Data records >>
⟨

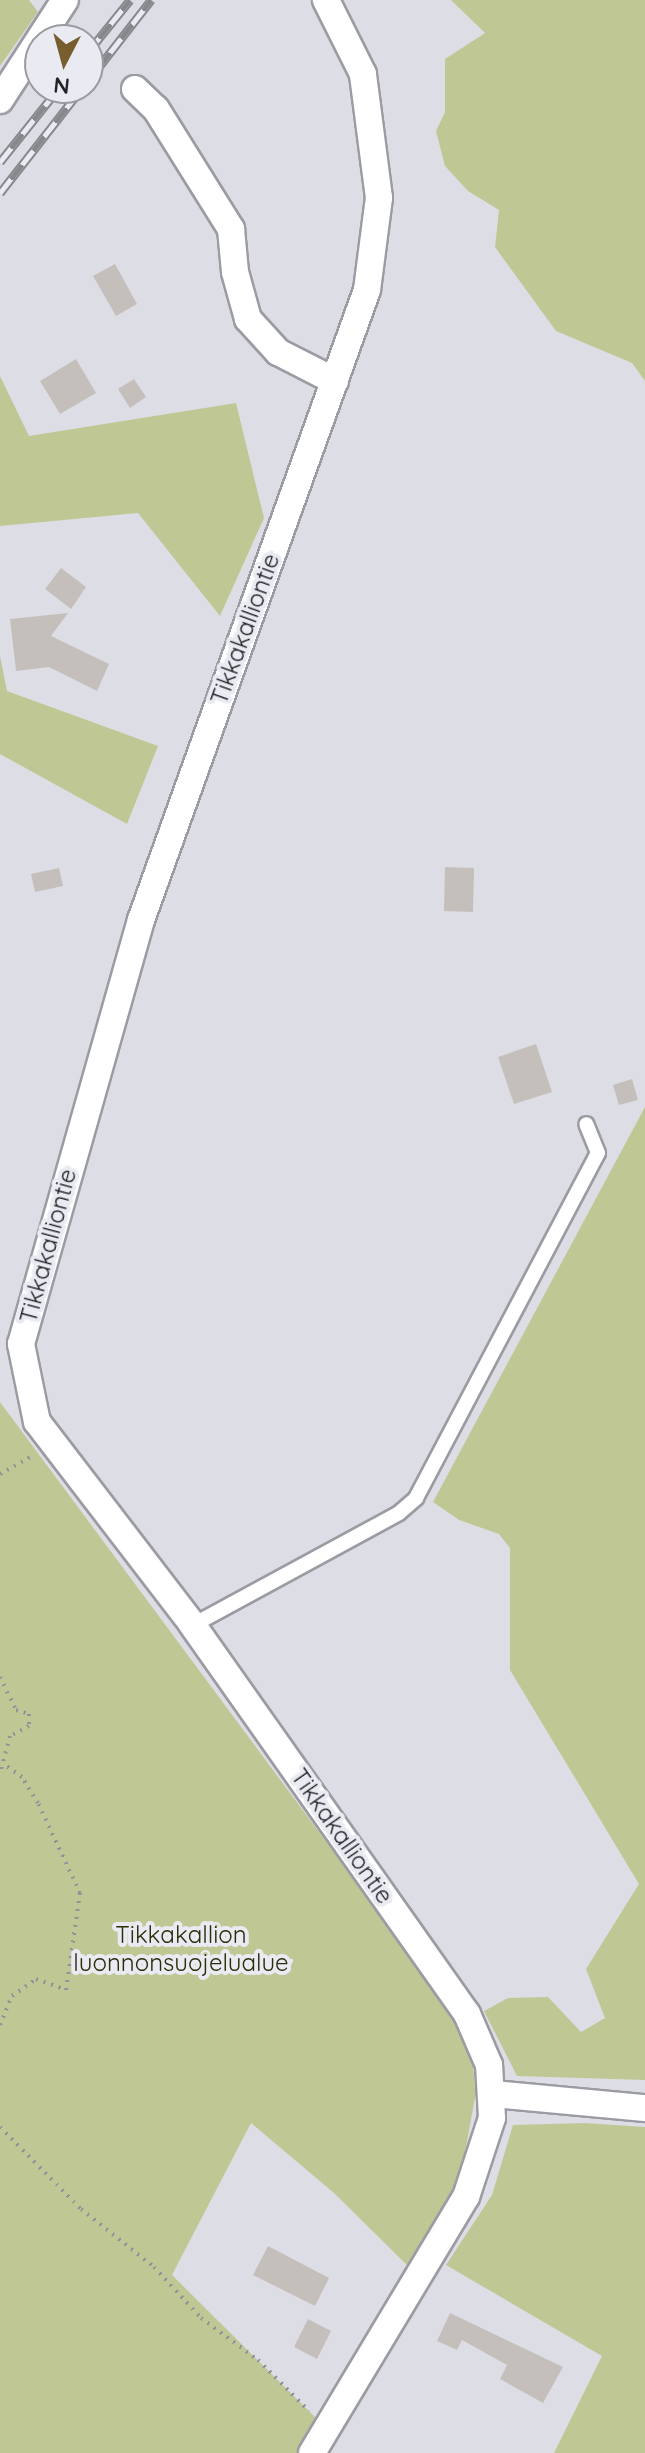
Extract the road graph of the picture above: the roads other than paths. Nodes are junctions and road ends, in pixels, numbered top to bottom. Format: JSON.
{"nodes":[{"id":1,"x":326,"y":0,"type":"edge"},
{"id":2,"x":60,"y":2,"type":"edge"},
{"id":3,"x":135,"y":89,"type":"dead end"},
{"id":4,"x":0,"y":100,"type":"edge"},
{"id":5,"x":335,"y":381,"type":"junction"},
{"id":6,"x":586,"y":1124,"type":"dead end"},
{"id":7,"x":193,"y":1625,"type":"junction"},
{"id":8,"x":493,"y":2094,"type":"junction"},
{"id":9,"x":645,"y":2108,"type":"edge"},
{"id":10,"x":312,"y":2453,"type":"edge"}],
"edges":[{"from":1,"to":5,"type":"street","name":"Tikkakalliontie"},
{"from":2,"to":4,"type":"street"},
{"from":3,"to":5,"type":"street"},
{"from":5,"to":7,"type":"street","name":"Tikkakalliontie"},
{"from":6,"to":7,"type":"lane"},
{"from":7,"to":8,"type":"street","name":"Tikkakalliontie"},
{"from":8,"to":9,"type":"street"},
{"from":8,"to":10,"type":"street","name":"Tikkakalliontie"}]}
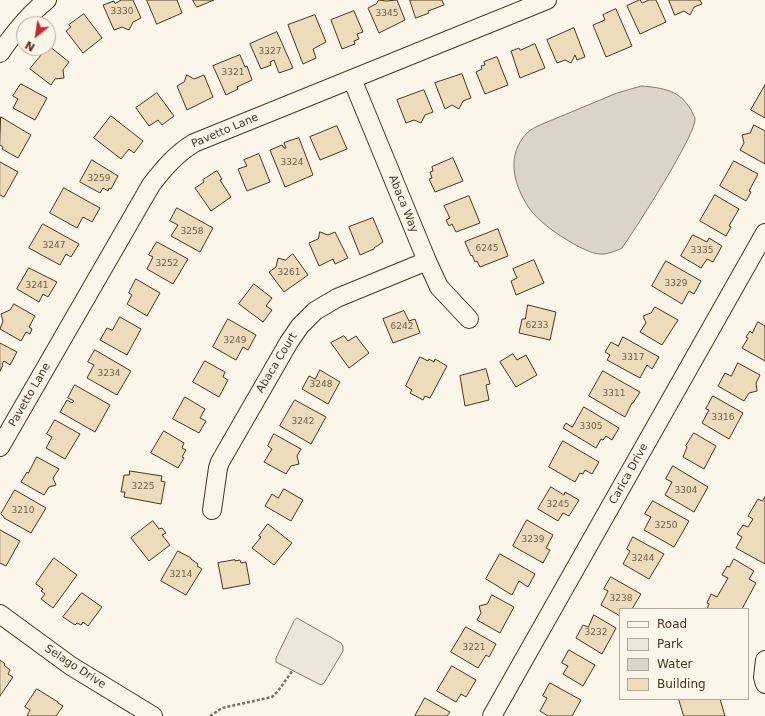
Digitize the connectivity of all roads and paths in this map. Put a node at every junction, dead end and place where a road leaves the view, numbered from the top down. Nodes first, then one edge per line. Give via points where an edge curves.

⟩

Your instructions >>
Wherever an image appears, omit it, and retype everything else in the entries exactly.

Response >>
Extract the road graph of the picture above: the roads other than paths. Nodes are junctions and road ends, in pixels, numbered top to bottom. Format: JSON.
{"nodes":[{"id":1,"x":326,"y":0,"type":"edge"},
{"id":2,"x":60,"y":2,"type":"edge"},
{"id":3,"x":135,"y":89,"type":"dead end"},
{"id":4,"x":0,"y":100,"type":"edge"},
{"id":5,"x":335,"y":381,"type":"junction"},
{"id":6,"x":586,"y":1124,"type":"dead end"},
{"id":7,"x":193,"y":1625,"type":"junction"},
{"id":8,"x":493,"y":2094,"type":"junction"},
{"id":9,"x":645,"y":2108,"type":"edge"},
{"id":10,"x":312,"y":2453,"type":"edge"}],
"edges":[{"from":1,"to":5,"type":"street","name":"Tikkakalliontie"},
{"from":2,"to":4,"type":"street"},
{"from":3,"to":5,"type":"street"},
{"from":5,"to":7,"type":"street","name":"Tikkakalliontie"},
{"from":6,"to":7,"type":"lane"},
{"from":7,"to":8,"type":"street","name":"Tikkakalliontie"},
{"from":8,"to":9,"type":"street"},
{"from":8,"to":10,"type":"street","name":"Tikkakalliontie"}]}
Digitize the connectivity of all roads and paths in this map. Put a node at every junction, dead end and place where a road leaves the view, numbered from the top down. Nodes first, then one edge per line. Give via points where an edge curves.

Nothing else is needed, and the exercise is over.